En estos lugares la ley creó las figuras de los ediles y de las JAC. Pero poco funcionan.
A esto se suma que la administración distrital, para el caso de Cartagena, expresándolo de la forma más benévola posible, tiene grandes deficiencias en cumplir con las necesidades de sus gobernados en términos de infraestructura, seguridad, servicios públicos, cambio climático, recreación, etc.

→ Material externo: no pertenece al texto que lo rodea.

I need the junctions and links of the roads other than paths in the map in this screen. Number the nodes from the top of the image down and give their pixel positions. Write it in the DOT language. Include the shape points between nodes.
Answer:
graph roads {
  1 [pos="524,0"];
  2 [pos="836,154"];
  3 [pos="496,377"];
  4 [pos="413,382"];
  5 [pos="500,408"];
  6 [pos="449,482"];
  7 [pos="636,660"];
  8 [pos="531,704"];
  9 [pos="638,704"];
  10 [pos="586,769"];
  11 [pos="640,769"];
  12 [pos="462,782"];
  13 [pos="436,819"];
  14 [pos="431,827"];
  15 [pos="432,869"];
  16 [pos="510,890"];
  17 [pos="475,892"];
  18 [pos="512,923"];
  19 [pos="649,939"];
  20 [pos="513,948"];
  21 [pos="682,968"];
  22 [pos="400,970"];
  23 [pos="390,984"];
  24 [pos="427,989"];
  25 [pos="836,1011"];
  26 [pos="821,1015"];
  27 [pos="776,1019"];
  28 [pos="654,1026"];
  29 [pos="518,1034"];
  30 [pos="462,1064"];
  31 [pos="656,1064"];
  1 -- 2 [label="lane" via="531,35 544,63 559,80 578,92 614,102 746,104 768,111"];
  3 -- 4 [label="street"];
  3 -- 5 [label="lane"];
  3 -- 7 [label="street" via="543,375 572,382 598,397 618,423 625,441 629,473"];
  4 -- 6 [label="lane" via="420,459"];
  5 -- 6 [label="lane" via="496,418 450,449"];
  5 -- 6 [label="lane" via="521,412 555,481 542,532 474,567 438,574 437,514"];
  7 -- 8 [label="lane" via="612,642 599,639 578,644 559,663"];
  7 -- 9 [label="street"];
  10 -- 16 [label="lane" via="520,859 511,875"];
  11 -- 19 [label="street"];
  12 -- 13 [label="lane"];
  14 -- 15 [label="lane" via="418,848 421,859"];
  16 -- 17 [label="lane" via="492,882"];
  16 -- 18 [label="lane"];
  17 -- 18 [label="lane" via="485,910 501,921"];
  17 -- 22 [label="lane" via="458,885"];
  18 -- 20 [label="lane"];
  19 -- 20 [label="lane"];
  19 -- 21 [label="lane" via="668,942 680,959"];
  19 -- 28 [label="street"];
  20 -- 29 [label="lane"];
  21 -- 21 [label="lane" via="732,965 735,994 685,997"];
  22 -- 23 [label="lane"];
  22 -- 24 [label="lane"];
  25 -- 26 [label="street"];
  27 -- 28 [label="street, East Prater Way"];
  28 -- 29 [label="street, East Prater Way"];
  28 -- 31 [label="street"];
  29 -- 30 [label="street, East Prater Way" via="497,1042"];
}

Vemos en el caso concreto de barrios como Bocagrande y Castillogrande, costosas propiedades que pierden valor por la deficiencia de su entorno inmediato. Adicionalmente, los altos costos del impuesto predial, excesivamente incrementado este año, no se reinvierten en obras para mejorar la infraestructura y los servicios que contribuirían a una calidad de vida más llevadera.

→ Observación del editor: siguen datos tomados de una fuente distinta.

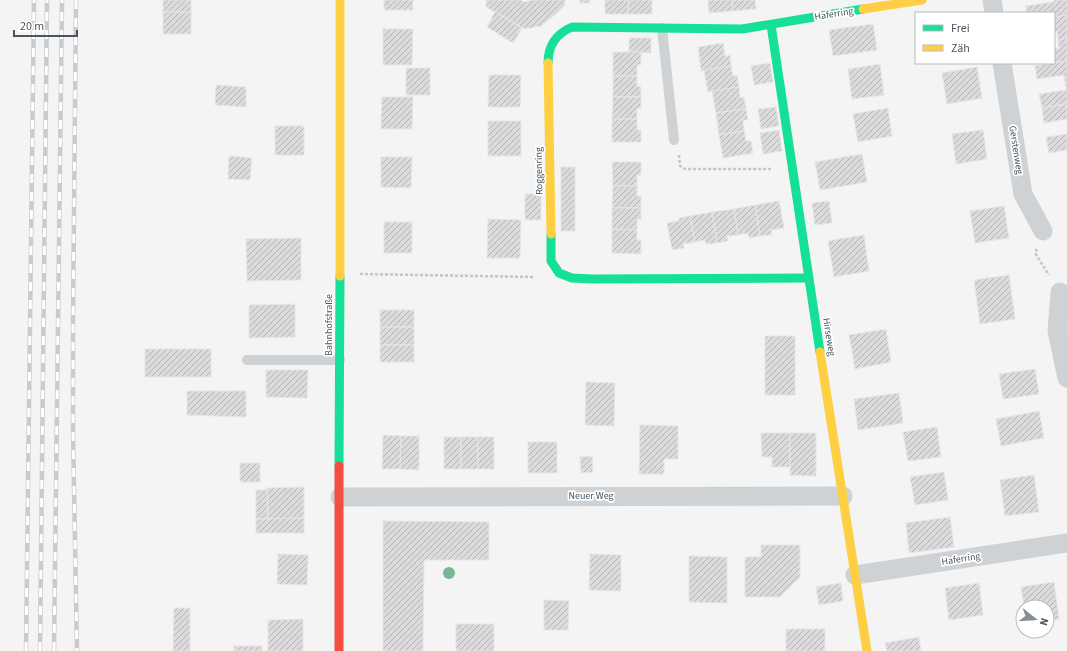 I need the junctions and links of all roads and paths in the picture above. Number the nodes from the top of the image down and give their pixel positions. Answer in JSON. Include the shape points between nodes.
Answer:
{"nodes":[{"id":1,"x":340,"y":0,"type":"edge"},
{"id":2,"x":922,"y":0,"type":"edge"},
{"id":3,"x":992,"y":0,"type":"edge"},
{"id":4,"x":994,"y":12,"type":"edge"},
{"id":5,"x":771,"y":26,"type":"junction"},
{"id":6,"x":662,"y":28,"type":"junction"},
{"id":7,"x":1002,"y":64,"type":"edge"},
{"id":8,"x":674,"y":140,"type":"joint"},
{"id":9,"x":792,"y":169,"type":"junction"},
{"id":10,"x":1043,"y":232,"type":"joint"},
{"id":11,"x":559,"y":273,"type":"junction"},
{"id":12,"x":340,"y":274,"type":"junction"},
{"id":13,"x":808,"y":278,"type":"junction"},
{"id":14,"x":1060,"y":292,"type":"joint"},
{"id":15,"x":247,"y":360,"type":"dead end"},
{"id":16,"x":340,"y":360,"type":"junction"},
{"id":17,"x":1067,"y":378,"type":"edge"},
{"id":18,"x":340,"y":496,"type":"junction"},
{"id":19,"x":843,"y":496,"type":"junction"},
{"id":20,"x":1067,"y":543,"type":"edge"},
{"id":21,"x":855,"y":576,"type":"junction"},
{"id":22,"x":339,"y":651,"type":"edge"},
{"id":23,"x":867,"y":651,"type":"edge"}],
"edges":[{"from":1,"to":12,"type":"street","name":"Bahnhofstraße"},
{"from":2,"to":5,"type":"street","name":"Haferring"},
{"from":3,"to":4,"type":"street"},
{"from":5,"to":6,"type":"street","name":"Roggenring","via":[[742,29]]},
{"from":5,"to":9,"type":"street","name":"Hirseweg"},
{"from":6,"to":8,"type":"lane"},
{"from":6,"to":11,"type":"street","name":"Roggenring","via":[[572,27],[556,36],[551,46],[548,58],[551,261]]},
{"from":7,"to":10,"type":"street","name":"Gerstenweg","via":[[1023,194]]},
{"from":8,"to":9,"type":"path","via":[[678,145],[680,166],[685,169]]},
{"from":9,"to":13,"type":"street","name":"Hirseweg"},
{"from":10,"to":14,"type":"path","via":[[1035,253]]},
{"from":11,"to":12,"type":"path","via":[[543,277]]},
{"from":11,"to":13,"type":"street","via":[[572,278],[592,279]]},
{"from":12,"to":16,"type":"street","name":"Bahnhofstraße"},
{"from":13,"to":19,"type":"street","name":"Hirseweg"},
{"from":14,"to":17,"type":"street","via":[[1057,331]]},
{"from":15,"to":16,"type":"lane"},
{"from":16,"to":18,"type":"street","name":"Bahnhofstraße"},
{"from":18,"to":19,"type":"street","name":"Neuer Weg"},
{"from":18,"to":22,"type":"street","name":"Bahnhofstraße"},
{"from":19,"to":21,"type":"street","name":"Hirseweg"},
{"from":20,"to":21,"type":"street","name":"Haferring"},
{"from":21,"to":23,"type":"street","name":"Hirseweg"}]} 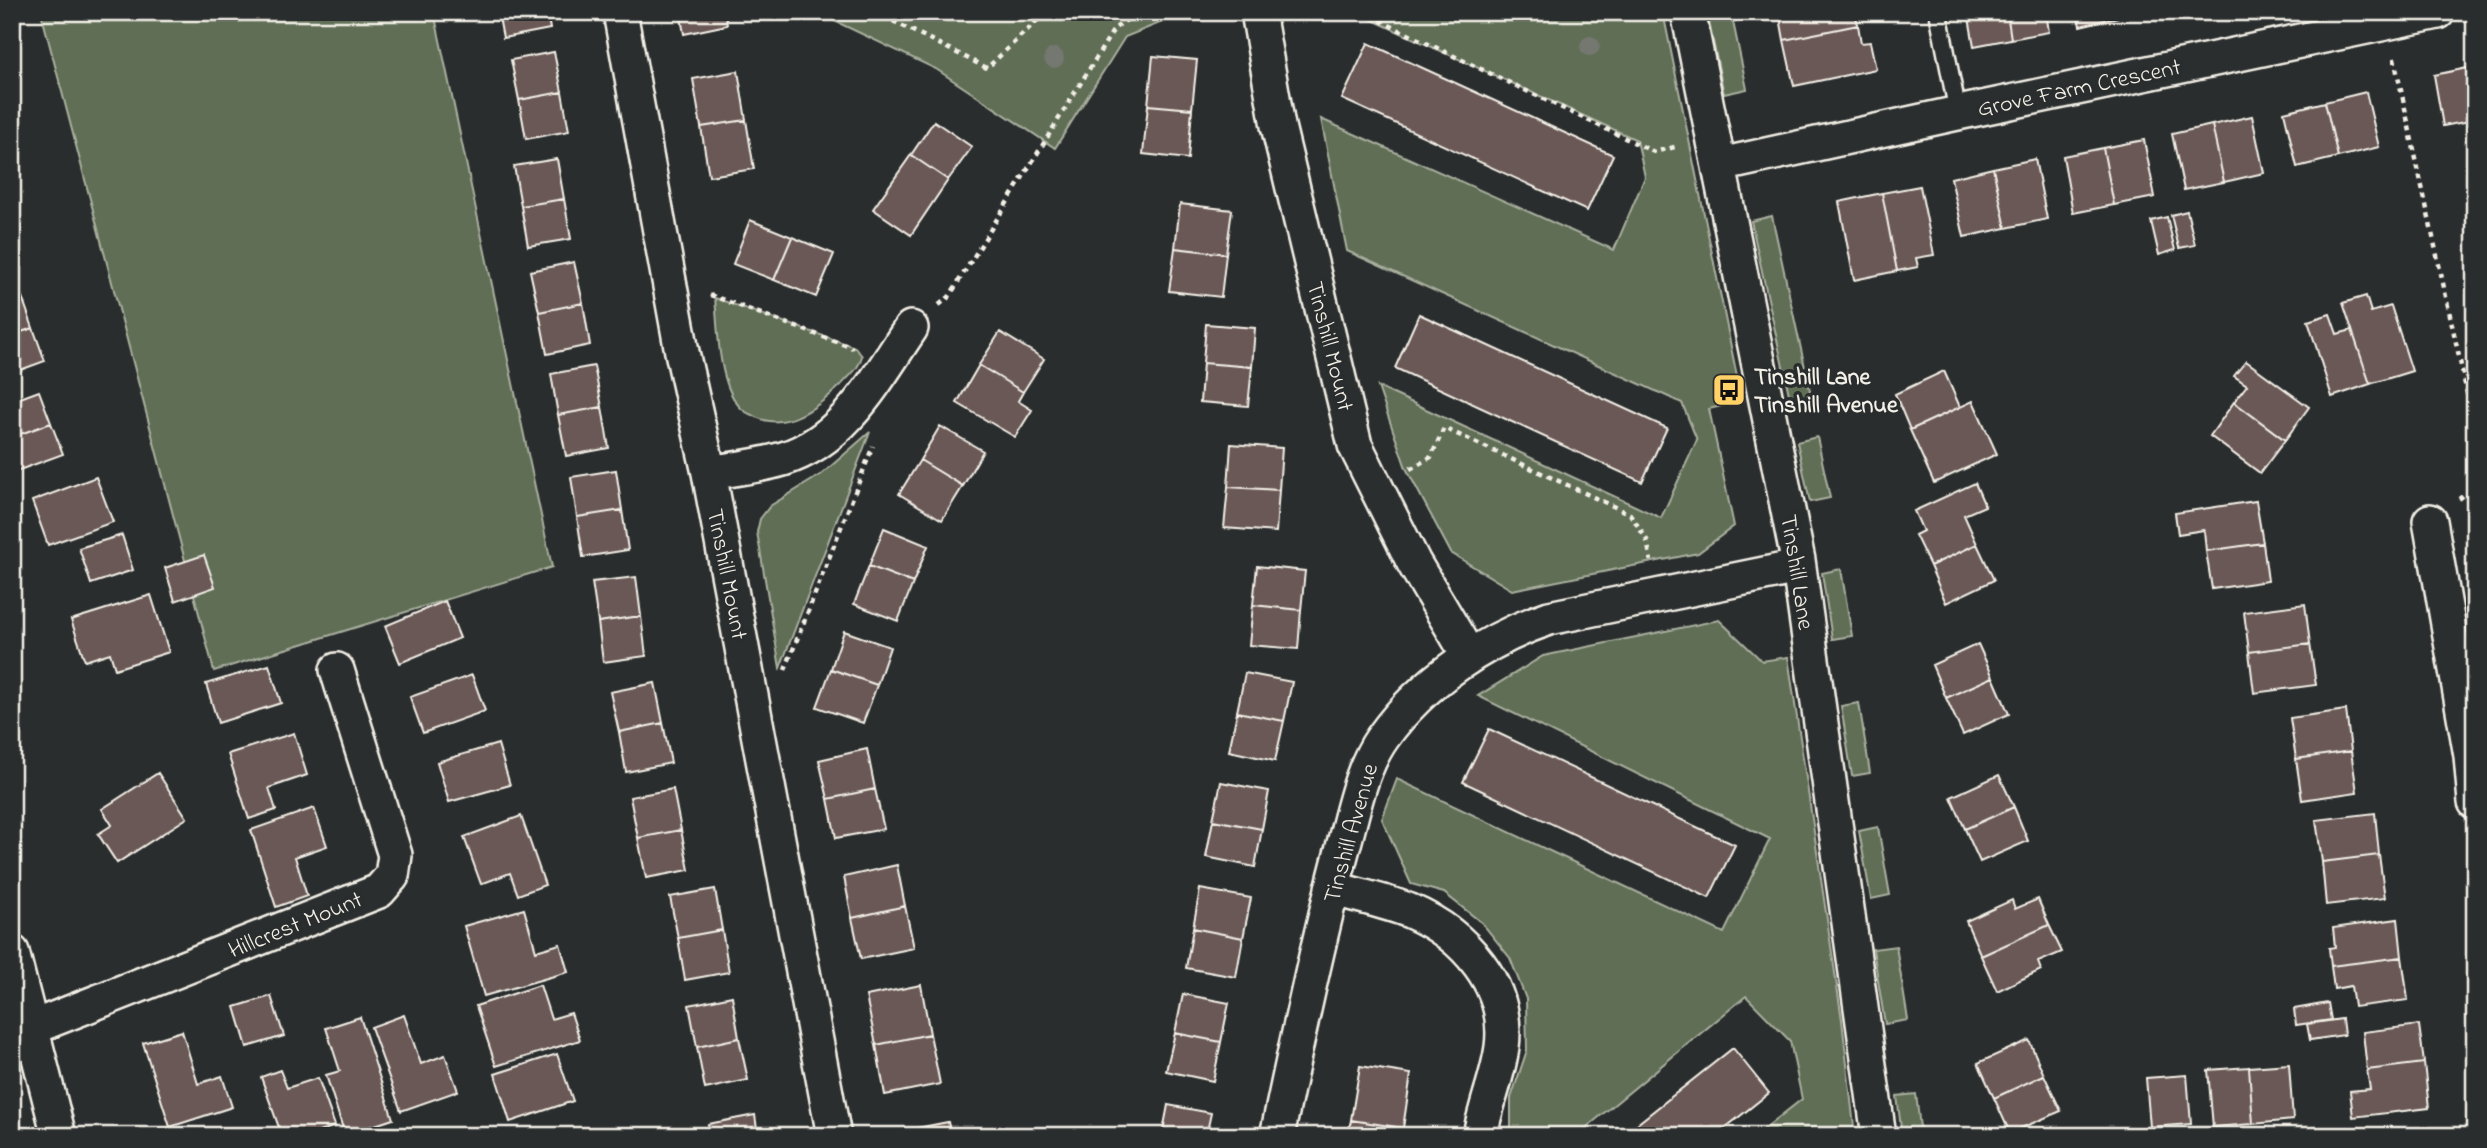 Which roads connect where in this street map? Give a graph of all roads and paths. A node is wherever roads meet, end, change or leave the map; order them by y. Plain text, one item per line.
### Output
1 (620, 12) edge
2 (875, 12) edge
3 (1046, 12) edge
4 (1137, 12) edge
5 (1258, 12) edge
6 (1362, 12) edge
7 (1688, 12) edge
8 (1938, 12) edge
9 (2438, 12) edge
10 (2386, 23) junction
11 (1958, 113) junction
12 (1717, 151) junction
13 (670, 280) junction
14 (902, 341) junction
15 (856, 407) junction
16 (2475, 430) edge
17 (709, 474) junction
18 (1377, 488) junction
19 (2430, 521) dead end
20 (1798, 567) junction
21 (1658, 596) junction
22 (1469, 656) junction
23 (337, 670) dead end
24 (750, 690) junction
25 (2473, 755) edge
26 (2475, 802) edge
27 (1332, 888) junction
28 (12, 952) edge
29 (26, 1042) edge
30 (59, 1136) edge
31 (834, 1136) edge
32 (1278, 1136) edge
33 (1480, 1136) edge
34 (1879, 1136) edge

1 - 13 street, Tinshill Mount
2 - 3 path
4 - 14 path
5 - 18 street, Tinshill Mount
6 - 12 path
7 - 12 street, Tinshill Lane
8 - 11 lane
9 - 10 street, Grove Farm Crescent
10 - 11 street, Grove Farm Crescent
10 - 16 path
11 - 12 street, Grove Farm Crescent
12 - 20 street, Tinshill Lane
13 - 14 path
13 - 17 street, Tinshill Mount
14 - 15 street
15 - 17 street
15 - 24 path
17 - 24 street, Tinshill Mount
18 - 21 path
18 - 22 street, Tinshill Mount
19 - 25 street
20 - 21 street, Tinshill Avenue
20 - 34 street, Tinshill Lane
21 - 22 street, Tinshill Avenue
22 - 27 street, Tinshill Avenue
23 - 29 street, Hillcrest Mount
24 - 31 street, Tinshill Mount
25 - 26 street
27 - 32 street, Tinshill Avenue
27 - 33 street
28 - 29 street
29 - 30 street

Es el momento de incentivar la creación de liderazgos modernos que tengan plena capacidad de representar a sus representados y puedan conseguir los resultados que los actuales no proporcionan.
Con el crecimiento poblacional la morfología urbana de los citados barrios se transformó, de unidades de viviendas tipo casa de uno o dos pisos, a unidades de vivienda en edificios de propiedad horizontal, algunos de hasta 450 unidades. La representación en estas propiedades horizontales se centra en una administradora que sigue los lineamientos de su Asamblea y su Consejo Directivo. Esta representación funciona muy bien al momento de resolver las necesidades en el interior de esas copropiedades.
El reto está en unir muchas de estas representaciones de copropiedades en un gran consejo de barrio con capacidad y recursos para gestionar eficientemente la solución de las necesidades de cada barrio, consiguiendo con esto un nuevo liderazgo capaz de resolver los problemas y atender las necesidades de estas comunidades.
Necesidades urgentes como la seguridad, la movilidad, el ruido y el arreglo de vías, podrían ser las primeras prioridades a atender. Mecanismos de reporte de incidentes o accidentes relacionados con la seguridad, la movilidad, el clima, junto con mecanismos de alarma temprana o respuesta inmediata a eventos que pongan en riesgo la vida de las personas residentes en el barrio, también son prioritarios.
Invito a quienes son presidentes de Consejos Directivos de estas copropiedades o son sus representantes legales, a que se junten y analicen estas ideas y las transformen en acciones concretas y efectivas que mejoren nuestro diario vivir.